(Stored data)

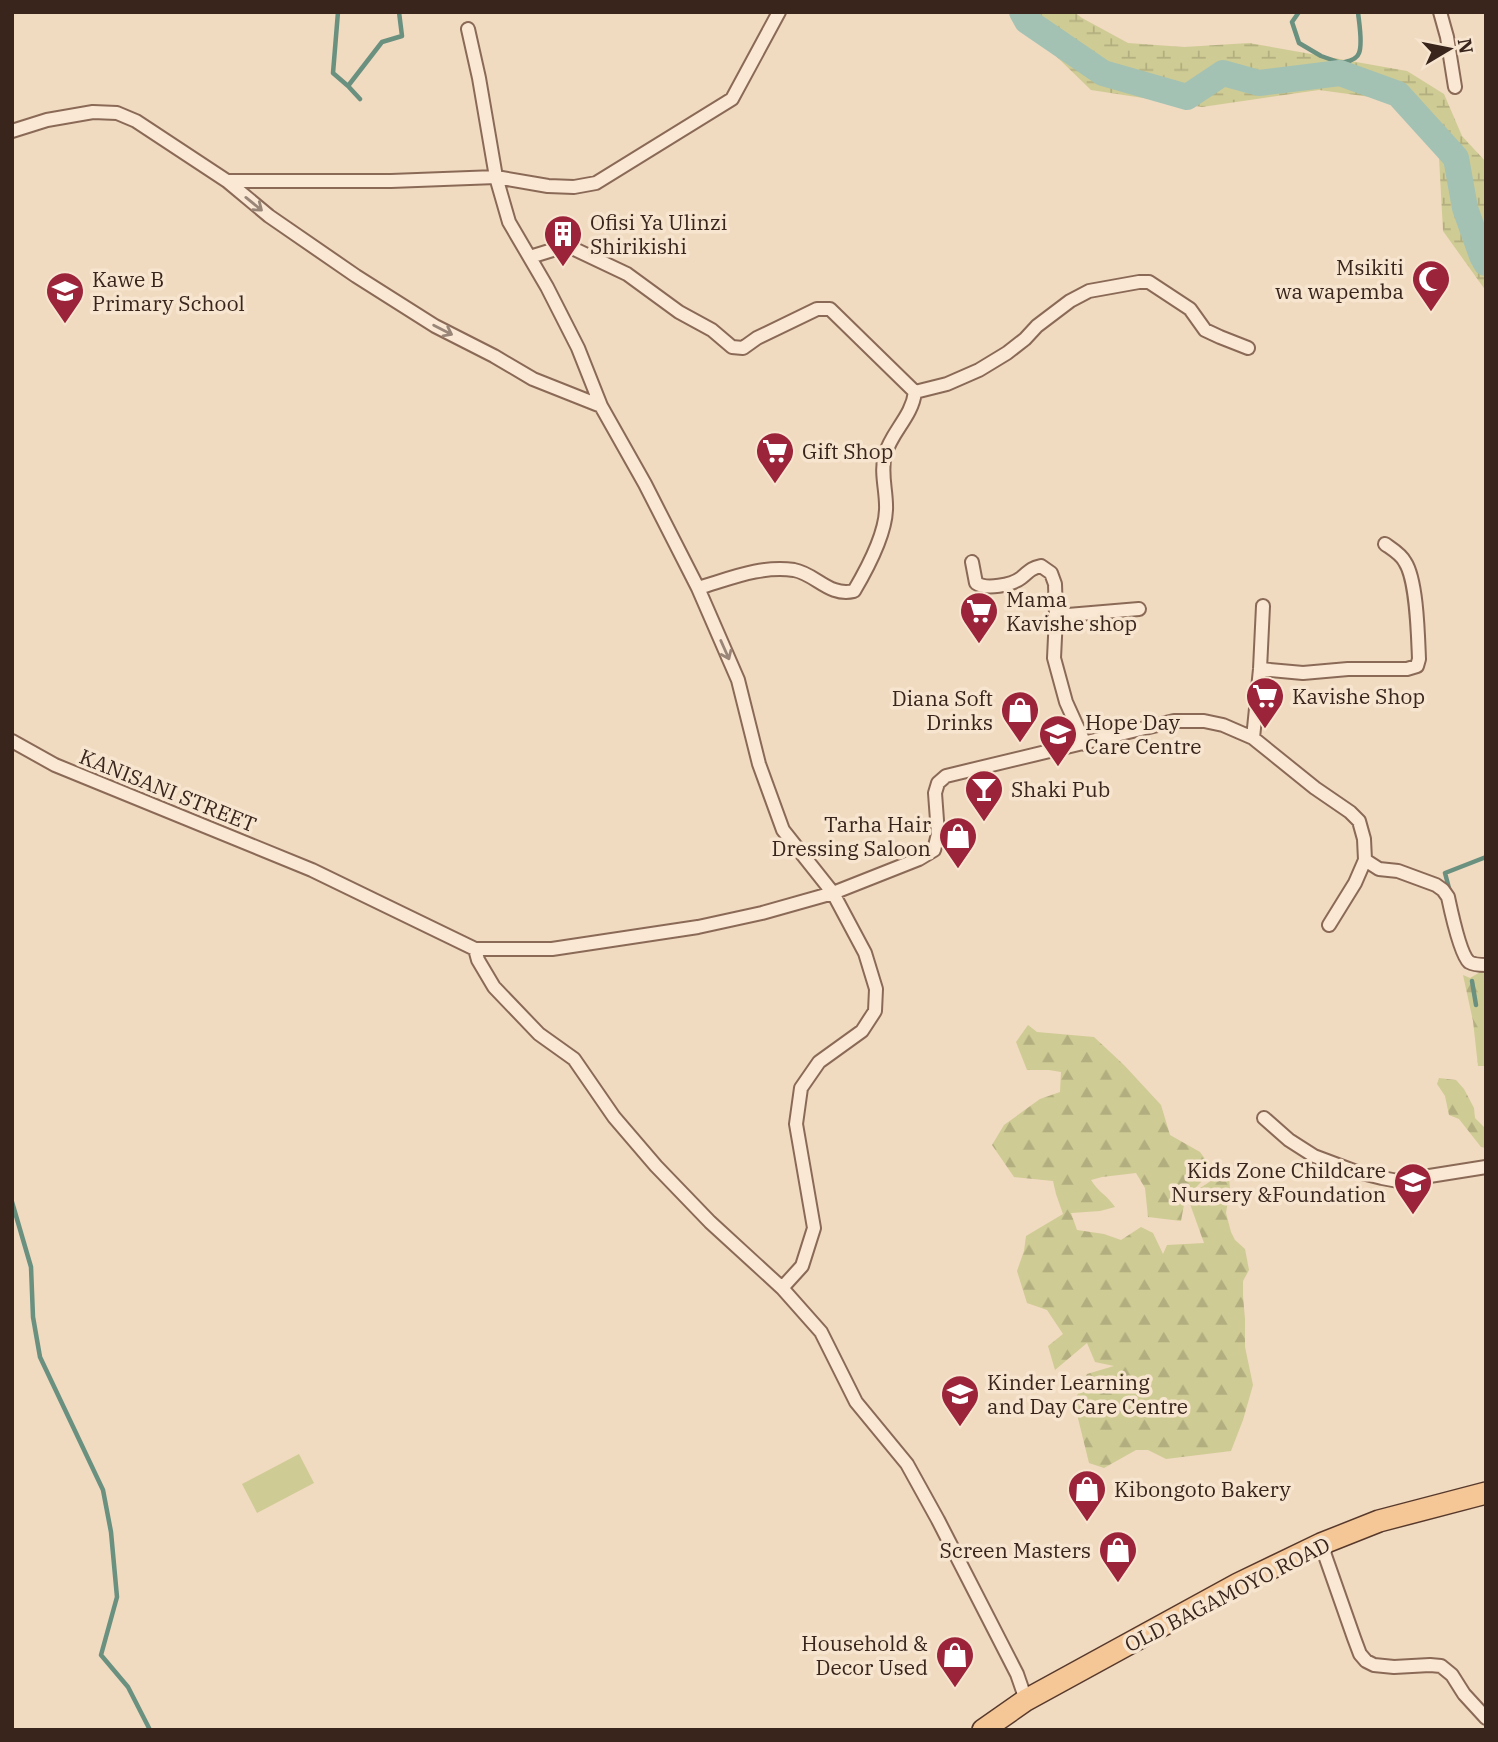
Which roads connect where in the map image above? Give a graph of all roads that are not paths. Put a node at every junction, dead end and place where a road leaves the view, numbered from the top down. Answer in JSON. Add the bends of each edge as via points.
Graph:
{"nodes":[{"id":1,"x":779,"y":12,"type":"edge"},
{"id":2,"x":1440,"y":12,"type":"edge"},
{"id":3,"x":468,"y":29,"type":"dead end"},
{"id":4,"x":1455,"y":87,"type":"dead end"},
{"id":5,"x":12,"y":131,"type":"edge"},
{"id":6,"x":496,"y":177,"type":"junction"},
{"id":7,"x":227,"y":181,"type":"junction"},
{"id":8,"x":530,"y":257,"type":"junction"},
{"id":9,"x":1248,"y":348,"type":"dead end"},
{"id":10,"x":915,"y":392,"type":"junction"},
{"id":11,"x":601,"y":406,"type":"junction"},
{"id":12,"x":1385,"y":544,"type":"dead end"},
{"id":13,"x":972,"y":562,"type":"dead end"},
{"id":14,"x":698,"y":588,"type":"junction"},
{"id":15,"x":1263,"y":606,"type":"dead end"},
{"id":16,"x":1139,"y":609,"type":"dead end"},
{"id":17,"x":1056,"y":617,"type":"junction"},
{"id":18,"x":1260,"y":669,"type":"junction"},
{"id":19,"x":1253,"y":738,"type":"junction"},
{"id":20,"x":12,"y":741,"type":"edge"},
{"id":21,"x":1085,"y":744,"type":"junction"},
{"id":22,"x":1365,"y":860,"type":"junction"},
{"id":23,"x":833,"y":892,"type":"junction"},
{"id":24,"x":1329,"y":925,"type":"dead end"},
{"id":25,"x":475,"y":949,"type":"junction"},
{"id":26,"x":1486,"y":965,"type":"edge"},
{"id":27,"x":1264,"y":1118,"type":"dead end"},
{"id":28,"x":1486,"y":1167,"type":"edge"},
{"id":29,"x":782,"y":1288,"type":"junction"},
{"id":30,"x":1486,"y":1493,"type":"edge"},
{"id":31,"x":1321,"y":1544,"type":"junction"},
{"id":32,"x":1026,"y":1700,"type":"junction"},
{"id":33,"x":1486,"y":1718,"type":"edge"},
{"id":34,"x":986,"y":1729,"type":"edge"}],
"edges":[{"from":1,"to":6,"type":"street","via":[[732,99],[596,183],[548,186]]},
{"from":2,"to":4,"type":"street"},
{"from":3,"to":6,"type":"street"},
{"from":5,"to":7,"type":"street","via":[[81,114],[117,113]]},
{"from":6,"to":7,"type":"street"},
{"from":6,"to":8,"type":"street","via":[[509,222]]},
{"from":7,"to":11,"type":"street","one_way":true,"via":[[269,216],[435,326],[533,379]]},
{"from":8,"to":10,"type":"street","via":[[570,247],[627,274],[732,347],[743,348],[817,309],[830,309]]},
{"from":8,"to":11,"type":"street","via":[[578,348]]},
{"from":9,"to":10,"type":"street","via":[[1205,330],[1190,309],[1149,282],[1139,282],[1089,291],[979,370]]},
{"from":10,"to":14,"type":"street","via":[[884,459],[886,511],[878,542],[854,591],[834,591],[798,571],[775,568]]},
{"from":11,"to":14,"type":"street"},
{"from":12,"to":18,"type":"street","via":[[1401,555],[1412,578],[1419,651],[1416,666],[1303,673]]},
{"from":13,"to":17,"type":"street","via":[[976,583],[982,587],[1019,579],[1029,569],[1041,566],[1051,573],[1055,584]]},
{"from":14,"to":23,"type":"street","one_way":true,"via":[[738,680],[759,764],[783,830]]},
{"from":15,"to":18,"type":"street"},
{"from":16,"to":17,"type":"street"},
{"from":17,"to":21,"type":"street","via":[[1054,658],[1066,702]]},
{"from":18,"to":19,"type":"street"},
{"from":19,"to":21,"type":"street","via":[[1223,725],[1174,721]]},
{"from":19,"to":22,"type":"street","via":[[1359,821]]},
{"from":20,"to":25,"type":"street","name":"KANISANI STREET","via":[[55,765],[312,870]]},
{"from":21,"to":23,"type":"street","via":[[946,776],[935,793],[938,834],[934,850]]},
{"from":22,"to":24,"type":"street"},
{"from":22,"to":26,"type":"street","via":[[1443,890],[1462,949],[1473,964]]},
{"from":23,"to":25,"type":"street","via":[[698,927],[552,949]]},
{"from":23,"to":29,"type":"street","via":[[865,953],[876,989],[875,1011],[862,1031],[819,1062],[801,1088],[796,1124],[814,1228],[802,1266]]},
{"from":25,"to":29,"type":"street","via":[[494,987],[539,1034],[573,1059],[656,1166]]},
{"from":27,"to":28,"type":"street","via":[[1314,1156],[1382,1178],[1398,1181]]},
{"from":29,"to":32,"type":"street","via":[[821,1332],[856,1402],[907,1464],[1012,1663]]},
{"from":30,"to":31,"type":"main road","name":"OLD BAGAMOYO ROAD","via":[[1380,1521]]},
{"from":31,"to":32,"type":"main road","name":"OLD BAGAMOYO ROAD"},
{"from":31,"to":33,"type":"street","via":[[1366,1661],[1394,1667],[1441,1666]]},
{"from":32,"to":34,"type":"main road","name":"OLD BAGAMOYO ROAD"}]}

**Problem description**
Where the string "road" appears in a line of the entries above, return that line.

**Written solution**
Which roads connect where in the map image above? Give a graph of all roads that are not paths. Put a node at every junction, dead end and place where a road leaves the view, numbered from the top down. Answer in JSON. Add the bends of each edge as via points.
{"from":30,"to":31,"type":"main road","name":"OLD BAGAMOYO ROAD","via":[[1380,1521]]},
{"from":31,"to":32,"type":"main road","name":"OLD BAGAMOYO ROAD"},
{"from":32,"to":34,"type":"main road","name":"OLD BAGAMOYO ROAD"}]}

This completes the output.